Os governos têem obrigação de respeitar as leis, e este muito principalmente as que foram referendadas pelo sr. Fontes Pereira de Mello.
Esta lei a que me refiro foi pelo sr. Fontes apresentada com o unico intuito de impedir o systema seguido pelo partido regenerador, que era estar constantemente votando despezas, de forma que, em logar do se estabelecer o equilibrio orçamental, o déficit ia sempre augmentando.
Portanto, antes de proseguir nas minhas reflexões, desejava que o sr. ministro da marinha indicasse qual era a opinião do governo ácerca dos meios para satisfazer a despeza que se pede.

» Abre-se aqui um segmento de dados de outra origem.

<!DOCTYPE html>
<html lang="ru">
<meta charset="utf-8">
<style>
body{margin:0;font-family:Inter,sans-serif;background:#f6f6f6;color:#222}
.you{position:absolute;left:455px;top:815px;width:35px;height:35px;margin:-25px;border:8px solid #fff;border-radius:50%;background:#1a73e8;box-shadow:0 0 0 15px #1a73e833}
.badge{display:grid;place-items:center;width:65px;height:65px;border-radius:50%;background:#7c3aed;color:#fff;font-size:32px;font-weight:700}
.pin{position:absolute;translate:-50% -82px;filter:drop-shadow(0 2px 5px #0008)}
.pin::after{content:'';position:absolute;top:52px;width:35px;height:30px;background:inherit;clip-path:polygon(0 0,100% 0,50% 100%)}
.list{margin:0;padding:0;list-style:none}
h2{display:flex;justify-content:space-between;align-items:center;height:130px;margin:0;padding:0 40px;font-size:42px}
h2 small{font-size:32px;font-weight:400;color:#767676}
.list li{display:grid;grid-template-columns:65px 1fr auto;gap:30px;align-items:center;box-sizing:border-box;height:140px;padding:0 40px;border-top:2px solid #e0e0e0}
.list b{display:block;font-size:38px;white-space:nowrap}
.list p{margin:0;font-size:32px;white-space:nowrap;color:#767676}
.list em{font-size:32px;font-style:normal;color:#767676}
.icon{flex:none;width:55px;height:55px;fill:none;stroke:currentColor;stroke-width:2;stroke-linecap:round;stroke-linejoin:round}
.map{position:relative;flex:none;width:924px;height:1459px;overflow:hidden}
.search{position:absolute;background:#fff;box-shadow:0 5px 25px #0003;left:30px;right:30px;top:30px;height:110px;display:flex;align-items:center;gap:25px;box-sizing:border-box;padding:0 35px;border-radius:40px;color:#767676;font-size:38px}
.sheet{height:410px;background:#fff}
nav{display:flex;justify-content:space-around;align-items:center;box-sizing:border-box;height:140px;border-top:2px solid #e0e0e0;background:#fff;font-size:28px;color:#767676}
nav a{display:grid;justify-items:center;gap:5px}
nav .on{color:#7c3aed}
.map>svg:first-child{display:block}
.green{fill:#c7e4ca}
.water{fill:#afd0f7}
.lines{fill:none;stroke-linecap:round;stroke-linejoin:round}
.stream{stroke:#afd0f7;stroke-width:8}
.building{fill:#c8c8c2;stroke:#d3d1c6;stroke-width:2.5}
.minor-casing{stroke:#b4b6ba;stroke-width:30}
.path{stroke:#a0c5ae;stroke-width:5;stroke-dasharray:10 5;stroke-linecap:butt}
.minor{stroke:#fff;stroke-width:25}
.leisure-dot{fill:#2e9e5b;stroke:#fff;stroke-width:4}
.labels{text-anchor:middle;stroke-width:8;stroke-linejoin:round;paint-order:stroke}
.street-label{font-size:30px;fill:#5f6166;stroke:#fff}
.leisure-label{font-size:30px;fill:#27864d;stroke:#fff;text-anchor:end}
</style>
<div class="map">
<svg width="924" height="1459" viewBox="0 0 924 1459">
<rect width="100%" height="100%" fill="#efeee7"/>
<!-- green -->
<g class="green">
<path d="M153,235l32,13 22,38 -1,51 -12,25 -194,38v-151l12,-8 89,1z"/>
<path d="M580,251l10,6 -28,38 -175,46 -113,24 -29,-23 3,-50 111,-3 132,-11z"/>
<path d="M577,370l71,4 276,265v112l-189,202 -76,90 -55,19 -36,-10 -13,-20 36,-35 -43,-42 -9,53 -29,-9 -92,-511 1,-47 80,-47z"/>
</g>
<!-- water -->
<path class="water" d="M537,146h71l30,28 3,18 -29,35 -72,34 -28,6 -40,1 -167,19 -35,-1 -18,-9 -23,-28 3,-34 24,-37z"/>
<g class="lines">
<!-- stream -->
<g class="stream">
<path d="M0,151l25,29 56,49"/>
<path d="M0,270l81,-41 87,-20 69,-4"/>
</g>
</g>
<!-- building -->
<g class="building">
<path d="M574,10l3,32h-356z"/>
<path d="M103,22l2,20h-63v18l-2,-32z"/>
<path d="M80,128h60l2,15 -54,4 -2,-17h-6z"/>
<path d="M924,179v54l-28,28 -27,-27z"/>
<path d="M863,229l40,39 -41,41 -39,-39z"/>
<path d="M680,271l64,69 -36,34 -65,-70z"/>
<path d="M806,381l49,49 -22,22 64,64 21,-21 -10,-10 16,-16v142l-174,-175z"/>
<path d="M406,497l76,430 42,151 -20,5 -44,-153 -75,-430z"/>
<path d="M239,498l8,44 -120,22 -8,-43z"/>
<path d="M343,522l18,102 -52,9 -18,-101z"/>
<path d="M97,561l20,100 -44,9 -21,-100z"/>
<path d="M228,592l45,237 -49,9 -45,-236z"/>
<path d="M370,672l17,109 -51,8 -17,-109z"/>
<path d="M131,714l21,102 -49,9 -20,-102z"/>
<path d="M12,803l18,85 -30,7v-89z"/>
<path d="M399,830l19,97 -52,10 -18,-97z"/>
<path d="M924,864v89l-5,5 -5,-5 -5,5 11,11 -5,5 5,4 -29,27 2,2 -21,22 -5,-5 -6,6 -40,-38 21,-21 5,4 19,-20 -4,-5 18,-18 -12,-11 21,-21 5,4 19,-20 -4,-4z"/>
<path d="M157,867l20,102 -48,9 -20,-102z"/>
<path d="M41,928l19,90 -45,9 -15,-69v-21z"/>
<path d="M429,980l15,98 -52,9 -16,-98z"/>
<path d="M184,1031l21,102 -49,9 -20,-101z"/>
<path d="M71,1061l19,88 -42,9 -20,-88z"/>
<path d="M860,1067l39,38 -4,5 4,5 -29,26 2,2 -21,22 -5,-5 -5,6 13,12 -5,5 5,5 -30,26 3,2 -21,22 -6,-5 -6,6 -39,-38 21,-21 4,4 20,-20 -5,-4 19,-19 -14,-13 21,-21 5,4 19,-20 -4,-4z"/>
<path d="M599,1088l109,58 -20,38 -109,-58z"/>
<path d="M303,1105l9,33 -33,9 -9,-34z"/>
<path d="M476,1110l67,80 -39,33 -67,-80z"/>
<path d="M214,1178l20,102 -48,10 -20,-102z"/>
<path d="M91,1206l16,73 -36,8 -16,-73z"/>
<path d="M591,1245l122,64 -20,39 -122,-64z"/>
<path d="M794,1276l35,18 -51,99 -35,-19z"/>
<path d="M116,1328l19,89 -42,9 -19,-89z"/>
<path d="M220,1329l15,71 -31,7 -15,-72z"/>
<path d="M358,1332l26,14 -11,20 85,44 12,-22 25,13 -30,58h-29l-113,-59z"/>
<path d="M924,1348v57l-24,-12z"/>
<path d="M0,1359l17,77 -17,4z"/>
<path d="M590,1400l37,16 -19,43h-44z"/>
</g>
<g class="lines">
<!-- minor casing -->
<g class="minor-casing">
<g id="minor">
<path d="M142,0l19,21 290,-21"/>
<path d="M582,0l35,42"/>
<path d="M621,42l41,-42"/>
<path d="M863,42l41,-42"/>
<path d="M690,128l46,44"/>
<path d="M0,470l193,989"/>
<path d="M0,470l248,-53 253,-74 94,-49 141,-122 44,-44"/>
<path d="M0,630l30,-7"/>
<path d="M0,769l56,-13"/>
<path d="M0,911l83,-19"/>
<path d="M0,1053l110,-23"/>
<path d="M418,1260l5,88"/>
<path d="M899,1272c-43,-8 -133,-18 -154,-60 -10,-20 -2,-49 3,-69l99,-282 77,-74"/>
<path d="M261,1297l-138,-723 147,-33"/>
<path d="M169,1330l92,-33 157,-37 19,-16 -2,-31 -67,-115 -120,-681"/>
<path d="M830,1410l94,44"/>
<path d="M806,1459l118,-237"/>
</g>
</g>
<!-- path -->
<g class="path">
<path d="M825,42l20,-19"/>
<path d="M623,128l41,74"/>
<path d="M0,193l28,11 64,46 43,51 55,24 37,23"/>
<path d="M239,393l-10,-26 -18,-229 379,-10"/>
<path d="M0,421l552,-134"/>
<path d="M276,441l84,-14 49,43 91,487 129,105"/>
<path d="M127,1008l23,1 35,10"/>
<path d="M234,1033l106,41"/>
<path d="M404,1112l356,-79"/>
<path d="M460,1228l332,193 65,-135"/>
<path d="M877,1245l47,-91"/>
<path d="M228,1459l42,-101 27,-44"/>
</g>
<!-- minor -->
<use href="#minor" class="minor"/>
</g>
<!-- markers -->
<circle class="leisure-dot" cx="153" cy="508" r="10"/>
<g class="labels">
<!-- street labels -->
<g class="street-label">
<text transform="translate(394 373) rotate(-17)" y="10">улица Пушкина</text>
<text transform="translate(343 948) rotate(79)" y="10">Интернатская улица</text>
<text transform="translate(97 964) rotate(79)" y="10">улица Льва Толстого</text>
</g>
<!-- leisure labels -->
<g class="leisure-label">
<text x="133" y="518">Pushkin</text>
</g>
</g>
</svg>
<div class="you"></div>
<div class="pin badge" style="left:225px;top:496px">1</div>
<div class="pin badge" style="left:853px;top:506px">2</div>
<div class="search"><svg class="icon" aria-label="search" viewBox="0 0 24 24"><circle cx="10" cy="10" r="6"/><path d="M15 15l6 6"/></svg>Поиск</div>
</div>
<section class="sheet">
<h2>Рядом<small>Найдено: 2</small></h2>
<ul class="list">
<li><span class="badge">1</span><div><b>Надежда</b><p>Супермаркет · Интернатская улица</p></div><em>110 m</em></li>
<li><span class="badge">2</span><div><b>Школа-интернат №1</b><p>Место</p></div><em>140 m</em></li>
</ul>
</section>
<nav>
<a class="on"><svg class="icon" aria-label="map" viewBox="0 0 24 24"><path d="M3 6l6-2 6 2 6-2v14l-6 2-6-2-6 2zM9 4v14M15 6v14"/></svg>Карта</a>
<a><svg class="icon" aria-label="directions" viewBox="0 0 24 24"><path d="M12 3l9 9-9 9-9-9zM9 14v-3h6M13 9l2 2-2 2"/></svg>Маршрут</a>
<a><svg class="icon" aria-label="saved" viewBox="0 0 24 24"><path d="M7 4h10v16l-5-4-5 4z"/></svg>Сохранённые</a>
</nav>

O sr. Ministro da Marinha: - Sou antigo amigo do digno par que acaba de fallar, e por isso mesmo, quando não fosse obrigação minha responder ás perguntas que s. exa. me dirigiu, bastava a muita deferencia que por elle tenho, para não poder esquivar-me a dar-lhe resposta.
Direi em primeiro logar que o governo trouxe ao parlamento algumas propostas para crear nova receita, as quaes foram já votadas na outra camara, e julgo que tambem nesta.
Não me parece facil saber a quanto ascenderá essa receita, como tambem me parece que não é agora a melhor occasião para se averiguar se as diversas despezas que é necessario fazer, têem ou não teem receita á sombra da qual se abriguem.
Se eu podesse pedir auctorisação para despender estas sommas sem precisar recorrer ao credito, creia o digno par que a pediria.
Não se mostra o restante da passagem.